Выделяют два вида органического инфантилизма:

I вид. Неустойчивый – с психомоторной расторможенностью, эйфорическим оттенком настроения и импульсивностью, имитирующими детскую жизнерадостность и непоседливость. Характерны малая способность к волевому усилию и систематической деятельности, отсутствие стойких привязаностей при повышенной видимости.

II вид. Тормозимый – с преобладанием пониженного фона настроения, нерешительностью, безинициативностью, часто боязливостью.

В формировании ЗПР церебрально-органического генеза значительная роль принадлежит и нарушениям познавательной деятельности, обусловленным недостаточностью памяти, внимания, инертностью психических процессов, их медлительностью и пониженной переключаемостью. У детей с ЗПР церебрально-органического генеза, как правило, наблюдается ряд энцефалопатических расстройств.

1) Церебрастенические явления в первую очередь истощаемость ЦНС. К ним относятся нарушение интеллектуальной работоспособности с падением по мере утомления способности к запоминанию, концентрации внимания, нарастание психической медлительности, эмоционального расстройства с феноменом «раздражительной слабости»: ранимостью, тормозимостью, слезливостью, либо раздражительностью, возбудимостью, двигательными расстройствами, моторной расторможенностью.
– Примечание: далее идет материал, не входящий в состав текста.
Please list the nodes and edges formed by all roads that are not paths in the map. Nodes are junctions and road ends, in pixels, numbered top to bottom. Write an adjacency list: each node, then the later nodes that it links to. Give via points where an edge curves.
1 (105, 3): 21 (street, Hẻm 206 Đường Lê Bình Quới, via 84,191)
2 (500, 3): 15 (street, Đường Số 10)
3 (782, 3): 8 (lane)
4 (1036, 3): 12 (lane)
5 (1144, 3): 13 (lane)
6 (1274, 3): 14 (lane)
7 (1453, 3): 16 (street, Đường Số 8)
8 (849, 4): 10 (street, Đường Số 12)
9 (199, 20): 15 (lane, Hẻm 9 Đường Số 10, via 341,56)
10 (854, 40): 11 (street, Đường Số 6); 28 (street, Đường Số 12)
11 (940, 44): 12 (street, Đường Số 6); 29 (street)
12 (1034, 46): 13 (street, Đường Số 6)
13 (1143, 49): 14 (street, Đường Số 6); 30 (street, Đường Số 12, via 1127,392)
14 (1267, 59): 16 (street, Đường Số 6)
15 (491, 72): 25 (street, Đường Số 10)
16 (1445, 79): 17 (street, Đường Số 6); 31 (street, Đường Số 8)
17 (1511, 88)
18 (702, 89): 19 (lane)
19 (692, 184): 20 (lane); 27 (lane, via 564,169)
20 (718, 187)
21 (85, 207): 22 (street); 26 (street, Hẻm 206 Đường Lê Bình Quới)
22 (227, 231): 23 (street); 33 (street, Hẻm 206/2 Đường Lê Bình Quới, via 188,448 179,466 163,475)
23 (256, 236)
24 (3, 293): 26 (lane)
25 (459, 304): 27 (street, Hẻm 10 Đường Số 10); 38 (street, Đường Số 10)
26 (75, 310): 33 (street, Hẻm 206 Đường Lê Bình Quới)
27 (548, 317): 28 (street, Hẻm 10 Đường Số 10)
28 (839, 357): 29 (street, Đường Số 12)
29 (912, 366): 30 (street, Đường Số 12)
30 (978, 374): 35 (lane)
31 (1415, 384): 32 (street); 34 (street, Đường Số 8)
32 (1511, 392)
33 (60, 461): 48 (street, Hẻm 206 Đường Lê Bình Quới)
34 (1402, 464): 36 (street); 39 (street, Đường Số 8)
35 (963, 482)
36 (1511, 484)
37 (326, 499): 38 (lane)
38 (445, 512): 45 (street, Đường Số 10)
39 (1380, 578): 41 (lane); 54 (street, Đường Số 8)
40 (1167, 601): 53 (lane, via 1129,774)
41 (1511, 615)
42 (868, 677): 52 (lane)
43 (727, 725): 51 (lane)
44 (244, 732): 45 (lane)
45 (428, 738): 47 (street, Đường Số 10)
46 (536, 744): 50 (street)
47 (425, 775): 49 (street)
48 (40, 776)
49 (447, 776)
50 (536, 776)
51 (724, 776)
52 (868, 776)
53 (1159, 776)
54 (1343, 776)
2) Неврозоподобные явления, патогенетически связанные с церебрастенической почвой: тревожность; боязливость; склонность к страху темноты; одиночества, тикозные гиперкинезы – навязчивые движения, связанные с мышечной дистонией; заикание; энурез.
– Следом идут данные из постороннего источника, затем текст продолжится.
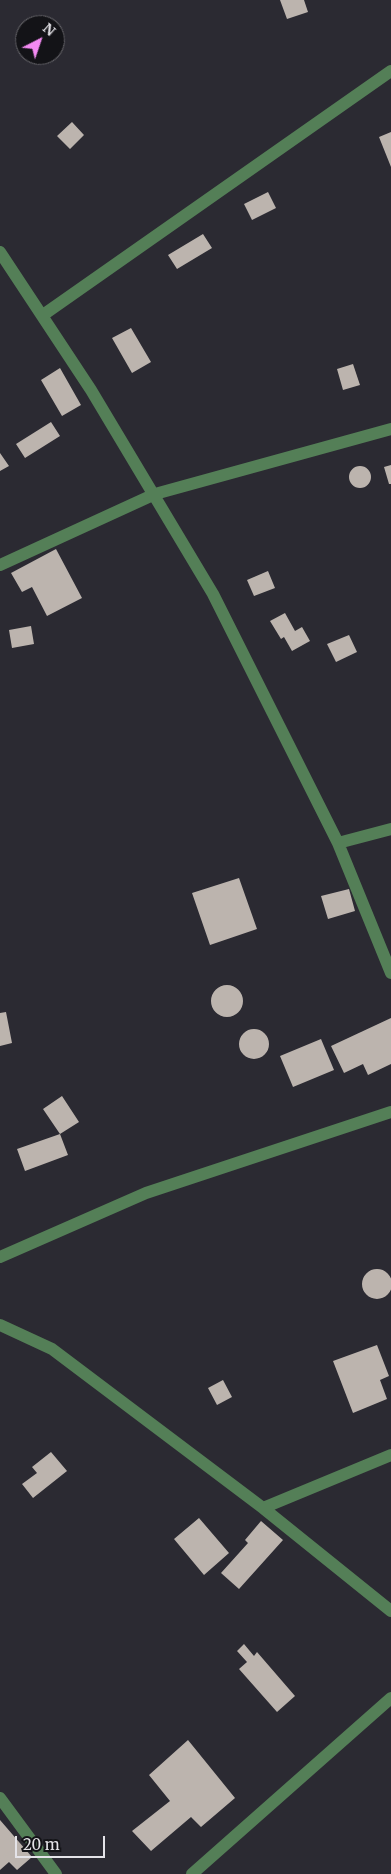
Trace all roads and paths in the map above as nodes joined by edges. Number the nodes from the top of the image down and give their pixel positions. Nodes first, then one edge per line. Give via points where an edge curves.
1 (391, 71) edge
2 (0, 252) edge
3 (43, 315) junction
4 (391, 429) edge
5 (156, 494) junction
6 (0, 565) edge
7 (391, 829) edge
8 (338, 843) junction
9 (391, 973) edge
10 (391, 1112) edge
11 (0, 1257) edge
12 (0, 1325) edge
13 (391, 1455) edge
14 (263, 1508) junction
15 (391, 1611) edge
16 (391, 1698) edge
17 (0, 1798) edge
18 (56, 1874) edge
19 (192, 1874) edge

1 - 3 street
2 - 3 street
3 - 5 street
4 - 5 street
5 - 6 street
5 - 8 street via 213,594
7 - 8 street
8 - 9 street
10 - 11 street via 146,1194
12 - 14 street via 52,1349
13 - 14 street
14 - 15 street
16 - 19 street
17 - 18 street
3) Синдром психомоторной возбудимости чаще наблюдается у мальчиков: аффективная и общая двигательная расторможенность, отвлекаемость, суетливость.

4) Аффективные нарушения появляются в немотивированных колебаниях настроения церебрально-органического регистра.

5) Психопатоподобные нарушения: сочетание двигательной расторможенности, фиктивной неустойчивости, снижения интереса к интеллектуальной деятельности с отрицательным отношением к учебе, иногда расторможенностью влечений (склонность к побегам, воровству, лживости, онанизму и т.п.).

6) Эпилептиформные нарушения – различные виды судорожных припадков и других нервно-психических пароксизмов.

7) Апатико-адинамические расстройства снижение инициативы и побуждений в интеллектуальной деятельности, выраженная эмоциональная вялость и двигательная заторможенность.